Dogman – Quel cane randagio di Marcello Fontemarcello fonte cinematographe.it

Ed è proprio come se fosse un animale ferito e rimasto solo che si comporta: Marcello Fonte mostra la vendetta di un uomo semplice che reclama le dovute scuse, che vuole solo quello che gli spetta, tirando fuori i denti per ringhiare limitandosi però soltanto a fare rumore. O almeno così pensava. È con il torto di Simoncino che Fonte comincia a tirare fuori una performance da brividi. È in quel momento, con quelle cicatrici che non potranno più rimarginarsi, che farà del Canaro l’espressione più dolorosa dell’umano. Diventato un cane randagio, Marcello sarà portato ad agire come tale, a nascondersi dalle minacce del gruppo che lo ha ormai rinnegato, progettando di vagare per territori più fortunati, ma negati dalla mancanza dei soldi che gli deve il delinquente. E, nel suo stato ramingo, muterà improvvisamente i lineamenti del volto, la fisicità prima trasandata che diventa dopo la galera più sicura. Incredibilmente forte e repentino, come una macchina che distrugge a sprangate una motocicletta.

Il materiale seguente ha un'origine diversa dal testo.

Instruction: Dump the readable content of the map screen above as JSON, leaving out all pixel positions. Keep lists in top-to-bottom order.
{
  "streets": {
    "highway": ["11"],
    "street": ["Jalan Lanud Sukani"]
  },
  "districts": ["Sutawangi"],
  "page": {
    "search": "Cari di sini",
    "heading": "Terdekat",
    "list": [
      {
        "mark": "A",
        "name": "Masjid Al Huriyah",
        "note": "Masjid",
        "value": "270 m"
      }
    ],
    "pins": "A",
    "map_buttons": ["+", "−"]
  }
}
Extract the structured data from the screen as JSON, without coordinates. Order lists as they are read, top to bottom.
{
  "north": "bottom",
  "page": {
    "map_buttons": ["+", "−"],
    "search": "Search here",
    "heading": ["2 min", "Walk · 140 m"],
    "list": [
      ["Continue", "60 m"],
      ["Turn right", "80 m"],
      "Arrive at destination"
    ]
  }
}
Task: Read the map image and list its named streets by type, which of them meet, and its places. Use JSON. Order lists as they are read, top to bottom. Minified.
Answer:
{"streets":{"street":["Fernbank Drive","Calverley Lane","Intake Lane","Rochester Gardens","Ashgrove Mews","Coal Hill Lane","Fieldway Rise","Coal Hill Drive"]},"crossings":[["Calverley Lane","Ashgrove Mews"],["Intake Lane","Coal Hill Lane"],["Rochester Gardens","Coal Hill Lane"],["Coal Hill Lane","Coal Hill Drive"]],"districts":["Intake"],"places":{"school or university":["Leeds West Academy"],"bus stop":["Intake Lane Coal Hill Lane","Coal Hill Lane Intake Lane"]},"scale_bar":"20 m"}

Mentre Garrone mette in scena l’ultima parte, Marcello Fonte dà prova di cosa sia la pietà, non essendone portatore primario, ma rovesciandola sul pubblico scombussolato dalla storia del Canaro per come il regista romano ha voluto narrarla. La trasformazione in bestia si avvia e si completa nel protagonista, un animale che ha agito esattamente come avrebbe fatto qualsiasi umano. Fonte umilia e chiede simultaneamente scusa, prende in giro e si spaventa, tutto nell’arco della stessa scena, nello stesso spazio, fino a quando una corda di ferro non pone fine all’uccisione. Ma con l’omicidio il randagio non è giunto ad alcun punto di libertà, anzi, si è messo da solo il guinzaglio. Un collare che fa ulteriormente cambiare all’interprete il tono della sua recitazione, che raggiunge il terzo stadio del suo sviluppo e si conclude con un lungo primo piano finale, tra le tracce più potenti dell’interpretazione di Fonte.

La camera da presa è presente, si muove intorno al volto di Marcello e ne cattura i sentimenti che lo oscurano, ripercorrendo quasi gli avvenimenti del film con i connotati del suo viso. C’è l’iniziale calma da cui è stato turbato dal suo oppressore, c’è la paura di quei furti commessi, ma anche quella tirata di coca che rendeva le serate più leggere. E poi comincia ad ombrarsi, perché a sopraggiungere c’è il colpo che lo ha incastrato, la prigione, il tradimento, l’essere finito inevitabilmente solo. Ed infine arriva, l’assassinio, ed il volto di Marcello si irrigidisce visibilmente, un muro di odio innalzato dalla perdita, che sia di fiducia nel proprio vicinato, che sia dell’innocenza che lo contraddistingueva. Una furia placida tutta su quel volto in chiusura. Una prova di talento, quella della grandissima direzione di Matteo Garrone per gli attori e dell’impressionante interpretazione di Marcello Fonte.